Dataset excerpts

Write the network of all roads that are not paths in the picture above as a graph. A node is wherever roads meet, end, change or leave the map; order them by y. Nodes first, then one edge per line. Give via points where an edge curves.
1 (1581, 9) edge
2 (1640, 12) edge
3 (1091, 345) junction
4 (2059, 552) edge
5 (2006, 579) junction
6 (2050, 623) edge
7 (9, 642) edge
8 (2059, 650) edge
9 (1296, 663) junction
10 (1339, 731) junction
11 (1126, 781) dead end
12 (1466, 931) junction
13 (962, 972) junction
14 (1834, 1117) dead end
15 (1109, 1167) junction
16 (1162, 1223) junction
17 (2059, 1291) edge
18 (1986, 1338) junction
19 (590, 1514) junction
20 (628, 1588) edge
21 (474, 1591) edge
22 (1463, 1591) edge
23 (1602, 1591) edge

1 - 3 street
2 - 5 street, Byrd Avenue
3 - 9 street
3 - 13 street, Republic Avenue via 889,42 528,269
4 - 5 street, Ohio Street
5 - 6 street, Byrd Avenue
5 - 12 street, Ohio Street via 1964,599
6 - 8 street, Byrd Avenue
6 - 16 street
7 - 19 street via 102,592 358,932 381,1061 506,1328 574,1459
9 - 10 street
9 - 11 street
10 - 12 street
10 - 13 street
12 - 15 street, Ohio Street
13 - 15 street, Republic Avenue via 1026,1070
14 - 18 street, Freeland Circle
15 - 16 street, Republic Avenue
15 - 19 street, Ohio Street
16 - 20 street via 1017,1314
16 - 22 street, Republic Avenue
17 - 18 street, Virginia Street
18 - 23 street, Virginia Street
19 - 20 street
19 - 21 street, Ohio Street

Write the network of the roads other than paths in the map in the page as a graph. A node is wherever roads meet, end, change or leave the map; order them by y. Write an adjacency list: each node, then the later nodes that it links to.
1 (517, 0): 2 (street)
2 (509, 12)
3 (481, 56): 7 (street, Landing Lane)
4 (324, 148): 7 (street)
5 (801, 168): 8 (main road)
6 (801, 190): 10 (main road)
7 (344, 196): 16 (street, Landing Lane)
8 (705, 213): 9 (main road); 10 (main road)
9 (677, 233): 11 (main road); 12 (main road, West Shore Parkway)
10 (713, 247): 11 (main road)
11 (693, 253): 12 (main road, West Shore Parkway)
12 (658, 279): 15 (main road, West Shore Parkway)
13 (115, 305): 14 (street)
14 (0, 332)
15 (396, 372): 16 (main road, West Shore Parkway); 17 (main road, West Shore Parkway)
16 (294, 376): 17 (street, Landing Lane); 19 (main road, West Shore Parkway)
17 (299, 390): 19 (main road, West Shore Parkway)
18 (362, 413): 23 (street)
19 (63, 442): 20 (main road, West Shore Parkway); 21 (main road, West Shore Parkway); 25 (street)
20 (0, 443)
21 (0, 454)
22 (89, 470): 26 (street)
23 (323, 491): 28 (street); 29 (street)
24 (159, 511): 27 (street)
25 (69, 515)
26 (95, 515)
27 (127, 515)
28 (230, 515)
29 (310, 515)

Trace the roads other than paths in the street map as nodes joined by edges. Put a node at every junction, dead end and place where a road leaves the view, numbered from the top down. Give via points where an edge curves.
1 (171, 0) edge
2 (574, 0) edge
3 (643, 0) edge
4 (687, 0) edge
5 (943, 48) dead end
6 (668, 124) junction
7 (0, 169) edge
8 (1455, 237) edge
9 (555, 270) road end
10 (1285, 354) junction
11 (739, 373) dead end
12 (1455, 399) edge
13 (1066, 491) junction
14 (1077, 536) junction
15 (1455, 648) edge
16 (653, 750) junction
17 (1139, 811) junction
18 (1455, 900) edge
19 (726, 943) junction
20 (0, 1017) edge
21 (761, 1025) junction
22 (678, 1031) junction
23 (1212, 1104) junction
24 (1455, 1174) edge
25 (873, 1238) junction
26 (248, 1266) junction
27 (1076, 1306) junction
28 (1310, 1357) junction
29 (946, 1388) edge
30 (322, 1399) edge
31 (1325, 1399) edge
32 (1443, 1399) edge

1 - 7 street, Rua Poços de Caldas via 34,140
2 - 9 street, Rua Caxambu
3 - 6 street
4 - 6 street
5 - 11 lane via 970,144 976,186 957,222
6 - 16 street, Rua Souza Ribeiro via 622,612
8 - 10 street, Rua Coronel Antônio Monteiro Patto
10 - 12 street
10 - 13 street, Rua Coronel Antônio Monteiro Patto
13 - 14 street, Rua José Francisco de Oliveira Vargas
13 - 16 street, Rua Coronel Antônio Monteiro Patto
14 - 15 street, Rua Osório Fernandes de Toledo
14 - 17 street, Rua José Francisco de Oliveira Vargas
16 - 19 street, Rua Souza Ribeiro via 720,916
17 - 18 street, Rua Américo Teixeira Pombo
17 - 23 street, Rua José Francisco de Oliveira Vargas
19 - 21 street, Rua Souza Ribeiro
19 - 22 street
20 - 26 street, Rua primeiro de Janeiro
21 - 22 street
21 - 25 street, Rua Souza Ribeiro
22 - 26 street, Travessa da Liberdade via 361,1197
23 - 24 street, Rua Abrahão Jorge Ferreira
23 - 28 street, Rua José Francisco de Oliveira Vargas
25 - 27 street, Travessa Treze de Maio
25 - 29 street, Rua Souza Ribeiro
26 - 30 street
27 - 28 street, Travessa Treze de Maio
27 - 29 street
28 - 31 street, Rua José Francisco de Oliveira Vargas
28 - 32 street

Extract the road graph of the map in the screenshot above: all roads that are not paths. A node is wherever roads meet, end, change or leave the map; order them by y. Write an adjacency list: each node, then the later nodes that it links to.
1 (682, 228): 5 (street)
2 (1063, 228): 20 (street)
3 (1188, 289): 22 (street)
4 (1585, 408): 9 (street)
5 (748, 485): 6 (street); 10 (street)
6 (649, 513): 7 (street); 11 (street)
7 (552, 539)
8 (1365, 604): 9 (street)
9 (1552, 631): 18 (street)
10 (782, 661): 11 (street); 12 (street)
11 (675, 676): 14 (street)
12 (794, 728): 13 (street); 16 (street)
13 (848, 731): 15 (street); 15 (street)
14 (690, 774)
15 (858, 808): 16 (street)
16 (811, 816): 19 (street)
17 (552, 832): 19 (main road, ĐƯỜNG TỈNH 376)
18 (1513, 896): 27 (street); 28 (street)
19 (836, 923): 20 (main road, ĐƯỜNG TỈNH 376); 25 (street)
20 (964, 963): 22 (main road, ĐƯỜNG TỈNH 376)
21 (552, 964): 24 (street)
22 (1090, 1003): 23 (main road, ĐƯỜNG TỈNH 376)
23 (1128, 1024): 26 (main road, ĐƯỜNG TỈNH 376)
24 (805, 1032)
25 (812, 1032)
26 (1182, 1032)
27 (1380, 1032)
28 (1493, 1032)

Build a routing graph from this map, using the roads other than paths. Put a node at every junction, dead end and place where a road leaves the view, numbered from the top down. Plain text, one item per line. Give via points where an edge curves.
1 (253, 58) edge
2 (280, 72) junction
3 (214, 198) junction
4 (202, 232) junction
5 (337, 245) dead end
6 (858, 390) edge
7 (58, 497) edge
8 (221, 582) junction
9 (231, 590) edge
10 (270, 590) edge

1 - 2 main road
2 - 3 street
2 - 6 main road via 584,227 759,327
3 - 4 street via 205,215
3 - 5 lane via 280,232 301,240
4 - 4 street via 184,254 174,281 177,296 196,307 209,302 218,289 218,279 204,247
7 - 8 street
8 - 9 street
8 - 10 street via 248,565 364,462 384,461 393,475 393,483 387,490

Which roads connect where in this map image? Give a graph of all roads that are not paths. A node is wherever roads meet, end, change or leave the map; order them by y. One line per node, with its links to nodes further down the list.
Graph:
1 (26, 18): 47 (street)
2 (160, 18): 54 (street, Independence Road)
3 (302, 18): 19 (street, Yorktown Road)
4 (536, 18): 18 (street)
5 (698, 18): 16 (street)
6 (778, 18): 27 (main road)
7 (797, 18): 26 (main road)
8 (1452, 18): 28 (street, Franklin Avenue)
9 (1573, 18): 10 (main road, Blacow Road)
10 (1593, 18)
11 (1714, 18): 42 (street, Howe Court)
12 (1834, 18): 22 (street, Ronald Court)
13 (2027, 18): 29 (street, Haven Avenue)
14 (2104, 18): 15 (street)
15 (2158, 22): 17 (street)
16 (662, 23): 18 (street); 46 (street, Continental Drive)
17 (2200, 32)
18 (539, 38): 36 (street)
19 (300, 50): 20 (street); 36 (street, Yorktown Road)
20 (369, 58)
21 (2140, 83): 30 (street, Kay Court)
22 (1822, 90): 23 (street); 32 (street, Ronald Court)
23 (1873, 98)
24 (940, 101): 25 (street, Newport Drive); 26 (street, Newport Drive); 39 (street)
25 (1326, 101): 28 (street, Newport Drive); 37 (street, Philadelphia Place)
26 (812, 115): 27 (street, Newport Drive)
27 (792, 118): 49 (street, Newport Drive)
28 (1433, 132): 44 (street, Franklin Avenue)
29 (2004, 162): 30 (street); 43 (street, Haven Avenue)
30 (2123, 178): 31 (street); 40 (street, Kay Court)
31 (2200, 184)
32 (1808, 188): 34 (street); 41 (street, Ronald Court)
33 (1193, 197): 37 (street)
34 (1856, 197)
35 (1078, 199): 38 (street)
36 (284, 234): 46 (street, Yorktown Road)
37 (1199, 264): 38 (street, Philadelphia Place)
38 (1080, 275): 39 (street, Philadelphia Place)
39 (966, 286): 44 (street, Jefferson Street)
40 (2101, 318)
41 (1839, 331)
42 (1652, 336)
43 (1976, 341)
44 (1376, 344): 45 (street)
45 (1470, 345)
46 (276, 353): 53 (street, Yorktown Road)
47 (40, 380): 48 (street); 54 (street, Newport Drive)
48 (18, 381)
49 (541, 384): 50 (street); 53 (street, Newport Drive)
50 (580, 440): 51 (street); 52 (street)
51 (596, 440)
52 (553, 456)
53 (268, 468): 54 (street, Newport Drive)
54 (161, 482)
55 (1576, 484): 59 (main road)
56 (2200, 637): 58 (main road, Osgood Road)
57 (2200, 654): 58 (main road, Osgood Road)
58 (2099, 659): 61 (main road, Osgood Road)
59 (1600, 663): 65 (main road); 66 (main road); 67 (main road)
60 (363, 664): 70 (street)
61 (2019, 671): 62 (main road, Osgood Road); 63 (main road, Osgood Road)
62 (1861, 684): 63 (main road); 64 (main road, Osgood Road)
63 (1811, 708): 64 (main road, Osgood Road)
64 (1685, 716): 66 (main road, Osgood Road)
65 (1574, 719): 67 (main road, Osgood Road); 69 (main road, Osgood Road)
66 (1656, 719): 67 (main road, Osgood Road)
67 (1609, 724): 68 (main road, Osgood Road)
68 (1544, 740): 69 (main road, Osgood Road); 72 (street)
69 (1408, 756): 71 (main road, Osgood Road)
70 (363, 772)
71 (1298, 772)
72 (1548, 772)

* [What to produce] Go through the lines above and copy any that contain "than".

* [Solution]
Write the network of the roads other than paths in the map in the page as a graph. A node is wherever roads meet, end, change or leave the map; order them by y. Write an adjacency list: each node, then the later nodes that it links to.
Trace the roads other than paths in the street map as nodes joined by edges. Put a node at every junction, dead end and place where a road leaves the view, numbered from the top down. Give via points where an edge curves.
Build a routing graph from this map, using the roads other than paths. Put a node at every junction, dead end and place where a road leaves the view, numbered from the top down. Plain text, one item per line. Give via points where an edge curves.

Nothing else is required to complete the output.